Peter Carroll’s It Seemed Like Nothing Happened offers a glimpse of America during a widely overlooked decade. Contrary to many historians that gloss over the era, Carroll maintains that there was much more to the seventies than meets the eye. Beneath the surface, a seemingly complacent and self-serving population sought alternative sources for change, having become fed up with the government.
Carroll begins with the secrecy and deception of the Nixon administration, which eventually came tumbling to the ground. From the ashes rose the Ford administration, which Carroll categorizes as years of bumbling. With Carter, the country seemed to continue to fall apart at the seams, which Carroll doesn’t entirely blame on the administration.
Political history is only a small part of the work. Carroll also covers a decade of growing cultural unrest in every corner of American society. Seemingly every segment of society was unhappy and increasingly saw government as unable to aid them as America’s status as a superpower apparently slipped. A growing number of Americans believed government itself to be the problem.

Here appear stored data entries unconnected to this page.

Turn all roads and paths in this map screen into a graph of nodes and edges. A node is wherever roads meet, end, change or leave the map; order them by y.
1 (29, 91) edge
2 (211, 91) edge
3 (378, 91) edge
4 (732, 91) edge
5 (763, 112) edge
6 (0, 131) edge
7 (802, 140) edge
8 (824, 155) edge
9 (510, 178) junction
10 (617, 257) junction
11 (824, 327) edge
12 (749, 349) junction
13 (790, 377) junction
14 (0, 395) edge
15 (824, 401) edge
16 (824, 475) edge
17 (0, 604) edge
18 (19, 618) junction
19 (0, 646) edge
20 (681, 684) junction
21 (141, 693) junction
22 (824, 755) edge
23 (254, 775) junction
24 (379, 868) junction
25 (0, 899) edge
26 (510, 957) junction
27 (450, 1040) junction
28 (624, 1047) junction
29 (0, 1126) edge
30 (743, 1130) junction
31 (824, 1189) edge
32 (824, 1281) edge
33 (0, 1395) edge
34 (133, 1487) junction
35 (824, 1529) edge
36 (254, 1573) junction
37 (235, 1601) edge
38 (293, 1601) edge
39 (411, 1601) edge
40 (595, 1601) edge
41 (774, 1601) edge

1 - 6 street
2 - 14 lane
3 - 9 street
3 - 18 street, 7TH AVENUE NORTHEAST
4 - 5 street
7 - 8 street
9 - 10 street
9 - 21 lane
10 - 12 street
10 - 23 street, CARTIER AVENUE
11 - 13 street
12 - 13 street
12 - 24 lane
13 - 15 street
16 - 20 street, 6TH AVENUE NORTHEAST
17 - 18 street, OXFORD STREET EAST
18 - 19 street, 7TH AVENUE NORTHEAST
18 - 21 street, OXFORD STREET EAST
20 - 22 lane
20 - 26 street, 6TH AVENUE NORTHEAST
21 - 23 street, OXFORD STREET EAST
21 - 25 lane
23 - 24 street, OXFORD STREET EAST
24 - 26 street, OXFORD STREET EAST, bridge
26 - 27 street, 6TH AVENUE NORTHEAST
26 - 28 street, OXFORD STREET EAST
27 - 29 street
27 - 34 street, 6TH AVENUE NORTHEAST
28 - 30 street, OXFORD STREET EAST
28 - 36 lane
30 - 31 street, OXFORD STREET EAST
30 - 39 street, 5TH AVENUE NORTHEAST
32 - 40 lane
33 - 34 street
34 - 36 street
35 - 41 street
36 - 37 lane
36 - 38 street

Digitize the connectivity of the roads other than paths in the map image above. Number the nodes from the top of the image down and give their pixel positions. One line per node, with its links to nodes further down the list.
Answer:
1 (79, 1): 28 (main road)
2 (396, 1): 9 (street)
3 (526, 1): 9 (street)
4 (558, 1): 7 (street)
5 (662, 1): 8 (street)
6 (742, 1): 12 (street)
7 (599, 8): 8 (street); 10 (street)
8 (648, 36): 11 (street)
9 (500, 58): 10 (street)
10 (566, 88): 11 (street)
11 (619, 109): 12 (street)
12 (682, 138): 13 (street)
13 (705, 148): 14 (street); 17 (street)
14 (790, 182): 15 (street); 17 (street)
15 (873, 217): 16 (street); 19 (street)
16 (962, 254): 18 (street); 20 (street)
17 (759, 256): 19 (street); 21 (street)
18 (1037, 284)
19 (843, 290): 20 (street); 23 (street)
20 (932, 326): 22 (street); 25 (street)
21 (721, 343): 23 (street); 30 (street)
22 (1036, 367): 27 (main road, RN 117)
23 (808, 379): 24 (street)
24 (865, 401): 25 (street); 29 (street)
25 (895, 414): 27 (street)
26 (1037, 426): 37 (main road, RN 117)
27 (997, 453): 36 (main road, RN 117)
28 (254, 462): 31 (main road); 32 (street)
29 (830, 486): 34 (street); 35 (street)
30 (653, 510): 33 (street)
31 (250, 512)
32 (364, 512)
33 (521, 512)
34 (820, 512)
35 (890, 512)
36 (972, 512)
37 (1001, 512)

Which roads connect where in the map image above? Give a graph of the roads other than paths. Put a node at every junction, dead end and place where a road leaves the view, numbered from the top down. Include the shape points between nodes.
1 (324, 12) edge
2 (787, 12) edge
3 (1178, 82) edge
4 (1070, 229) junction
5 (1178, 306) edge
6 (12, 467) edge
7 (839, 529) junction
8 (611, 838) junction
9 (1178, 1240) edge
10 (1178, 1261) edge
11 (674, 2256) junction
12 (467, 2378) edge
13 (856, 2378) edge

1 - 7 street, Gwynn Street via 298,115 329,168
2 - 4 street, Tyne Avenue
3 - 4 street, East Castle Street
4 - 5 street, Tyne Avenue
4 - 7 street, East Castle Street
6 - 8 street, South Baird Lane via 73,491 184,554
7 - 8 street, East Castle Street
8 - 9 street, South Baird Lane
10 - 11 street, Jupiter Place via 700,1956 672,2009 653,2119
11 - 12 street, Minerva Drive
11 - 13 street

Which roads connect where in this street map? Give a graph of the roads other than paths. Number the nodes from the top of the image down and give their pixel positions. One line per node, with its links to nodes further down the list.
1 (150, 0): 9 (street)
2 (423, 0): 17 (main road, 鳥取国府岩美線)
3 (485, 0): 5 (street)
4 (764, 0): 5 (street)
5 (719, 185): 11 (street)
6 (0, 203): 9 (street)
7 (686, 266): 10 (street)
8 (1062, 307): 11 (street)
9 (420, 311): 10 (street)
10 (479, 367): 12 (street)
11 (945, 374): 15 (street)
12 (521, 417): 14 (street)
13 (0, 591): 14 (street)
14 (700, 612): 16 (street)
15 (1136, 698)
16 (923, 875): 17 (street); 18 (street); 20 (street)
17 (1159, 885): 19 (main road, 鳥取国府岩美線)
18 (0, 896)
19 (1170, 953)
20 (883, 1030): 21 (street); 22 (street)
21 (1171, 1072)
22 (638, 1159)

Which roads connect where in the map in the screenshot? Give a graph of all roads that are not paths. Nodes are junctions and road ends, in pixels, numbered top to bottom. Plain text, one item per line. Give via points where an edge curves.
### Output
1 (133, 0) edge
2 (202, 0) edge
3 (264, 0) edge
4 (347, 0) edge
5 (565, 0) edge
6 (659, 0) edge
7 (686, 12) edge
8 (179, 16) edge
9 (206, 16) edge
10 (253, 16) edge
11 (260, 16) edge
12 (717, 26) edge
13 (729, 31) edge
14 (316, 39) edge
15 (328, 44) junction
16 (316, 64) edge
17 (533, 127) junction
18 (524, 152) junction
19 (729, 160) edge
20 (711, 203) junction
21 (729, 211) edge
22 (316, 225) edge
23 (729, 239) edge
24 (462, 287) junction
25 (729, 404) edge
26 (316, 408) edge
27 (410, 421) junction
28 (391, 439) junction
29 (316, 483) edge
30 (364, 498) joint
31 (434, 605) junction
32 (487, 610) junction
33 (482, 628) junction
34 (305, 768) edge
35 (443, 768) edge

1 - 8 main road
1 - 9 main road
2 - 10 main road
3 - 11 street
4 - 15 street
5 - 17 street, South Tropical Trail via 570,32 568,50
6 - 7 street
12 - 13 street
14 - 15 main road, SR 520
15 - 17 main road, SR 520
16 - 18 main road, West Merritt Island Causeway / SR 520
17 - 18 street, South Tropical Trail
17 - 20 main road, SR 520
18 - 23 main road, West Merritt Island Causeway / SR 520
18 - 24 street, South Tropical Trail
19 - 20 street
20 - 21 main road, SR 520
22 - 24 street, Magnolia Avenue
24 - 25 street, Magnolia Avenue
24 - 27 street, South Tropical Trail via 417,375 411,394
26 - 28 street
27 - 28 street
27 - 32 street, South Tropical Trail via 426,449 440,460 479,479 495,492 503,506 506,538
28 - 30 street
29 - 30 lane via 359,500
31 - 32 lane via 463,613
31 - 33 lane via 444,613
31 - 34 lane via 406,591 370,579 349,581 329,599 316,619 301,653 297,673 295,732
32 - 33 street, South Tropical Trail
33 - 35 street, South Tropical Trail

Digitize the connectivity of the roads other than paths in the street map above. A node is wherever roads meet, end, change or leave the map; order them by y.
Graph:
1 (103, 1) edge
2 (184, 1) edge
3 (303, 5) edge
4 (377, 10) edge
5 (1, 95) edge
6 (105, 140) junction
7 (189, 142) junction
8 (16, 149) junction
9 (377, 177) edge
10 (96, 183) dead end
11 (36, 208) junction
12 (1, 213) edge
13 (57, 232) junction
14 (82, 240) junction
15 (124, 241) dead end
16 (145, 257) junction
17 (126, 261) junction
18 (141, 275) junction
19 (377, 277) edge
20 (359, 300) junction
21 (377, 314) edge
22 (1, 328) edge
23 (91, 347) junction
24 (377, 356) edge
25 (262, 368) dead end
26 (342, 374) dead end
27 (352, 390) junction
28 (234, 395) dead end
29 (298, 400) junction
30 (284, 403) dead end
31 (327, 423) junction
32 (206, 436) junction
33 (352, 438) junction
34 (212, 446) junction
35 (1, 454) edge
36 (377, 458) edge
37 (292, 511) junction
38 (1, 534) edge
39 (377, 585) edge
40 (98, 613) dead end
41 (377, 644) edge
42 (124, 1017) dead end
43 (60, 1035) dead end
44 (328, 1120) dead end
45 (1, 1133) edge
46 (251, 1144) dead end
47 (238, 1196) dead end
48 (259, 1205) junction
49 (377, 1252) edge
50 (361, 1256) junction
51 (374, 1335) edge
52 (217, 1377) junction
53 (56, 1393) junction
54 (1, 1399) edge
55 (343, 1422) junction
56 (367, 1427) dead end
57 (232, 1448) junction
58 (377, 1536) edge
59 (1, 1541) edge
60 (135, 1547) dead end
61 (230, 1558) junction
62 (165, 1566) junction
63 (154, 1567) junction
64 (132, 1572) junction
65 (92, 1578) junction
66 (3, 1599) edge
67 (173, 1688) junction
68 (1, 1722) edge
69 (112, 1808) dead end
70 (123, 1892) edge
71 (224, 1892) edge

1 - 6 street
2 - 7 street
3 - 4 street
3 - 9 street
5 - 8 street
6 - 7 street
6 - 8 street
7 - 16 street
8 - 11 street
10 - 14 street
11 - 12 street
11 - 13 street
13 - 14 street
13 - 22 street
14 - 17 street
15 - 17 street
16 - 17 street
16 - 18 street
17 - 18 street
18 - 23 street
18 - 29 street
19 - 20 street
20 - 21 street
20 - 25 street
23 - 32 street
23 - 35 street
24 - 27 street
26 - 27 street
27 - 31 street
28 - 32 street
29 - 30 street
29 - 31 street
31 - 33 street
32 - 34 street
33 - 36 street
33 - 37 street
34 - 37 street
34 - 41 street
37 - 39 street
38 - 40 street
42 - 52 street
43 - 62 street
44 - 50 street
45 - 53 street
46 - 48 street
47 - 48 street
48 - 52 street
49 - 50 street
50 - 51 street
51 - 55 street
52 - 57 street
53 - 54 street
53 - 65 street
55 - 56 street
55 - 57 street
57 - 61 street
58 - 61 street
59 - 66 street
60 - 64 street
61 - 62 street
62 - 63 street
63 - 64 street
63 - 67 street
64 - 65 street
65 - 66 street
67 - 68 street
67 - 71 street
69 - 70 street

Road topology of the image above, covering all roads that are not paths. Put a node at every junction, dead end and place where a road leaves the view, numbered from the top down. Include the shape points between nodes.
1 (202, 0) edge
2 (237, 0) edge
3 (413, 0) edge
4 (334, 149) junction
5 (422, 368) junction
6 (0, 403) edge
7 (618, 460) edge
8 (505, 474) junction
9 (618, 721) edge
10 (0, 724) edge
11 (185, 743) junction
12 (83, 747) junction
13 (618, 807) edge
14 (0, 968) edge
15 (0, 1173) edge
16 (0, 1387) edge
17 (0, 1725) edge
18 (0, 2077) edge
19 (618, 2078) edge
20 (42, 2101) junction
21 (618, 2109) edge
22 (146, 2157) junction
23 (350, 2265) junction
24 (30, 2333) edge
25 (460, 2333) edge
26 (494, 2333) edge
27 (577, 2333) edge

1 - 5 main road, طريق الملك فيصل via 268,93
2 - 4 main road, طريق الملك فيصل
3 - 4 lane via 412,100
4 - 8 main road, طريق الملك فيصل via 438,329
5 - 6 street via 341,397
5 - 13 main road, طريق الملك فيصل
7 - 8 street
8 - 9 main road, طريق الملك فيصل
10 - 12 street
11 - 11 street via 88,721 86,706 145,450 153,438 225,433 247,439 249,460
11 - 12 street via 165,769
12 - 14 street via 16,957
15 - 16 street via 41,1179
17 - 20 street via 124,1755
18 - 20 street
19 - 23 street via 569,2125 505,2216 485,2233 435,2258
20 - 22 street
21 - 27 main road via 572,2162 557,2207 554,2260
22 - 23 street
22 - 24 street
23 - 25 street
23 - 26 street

Written in 1982, the book paints a bleak picture of the decade with a glimmer of hope in the rise of conservative energy at the end of the seventies, the result of mounting frustrations over government failure.
It Seemed Like Nothing Happened is functionally written and paints an excellent picture of a forgotten era. Carroll sometimes overuses quotes, which can seem distracting at times. He largely remains free of bias. In the end, the book is one of the best brief histories of a decade that is largely overlooked and misunderstood. Decades later, it remains an important work.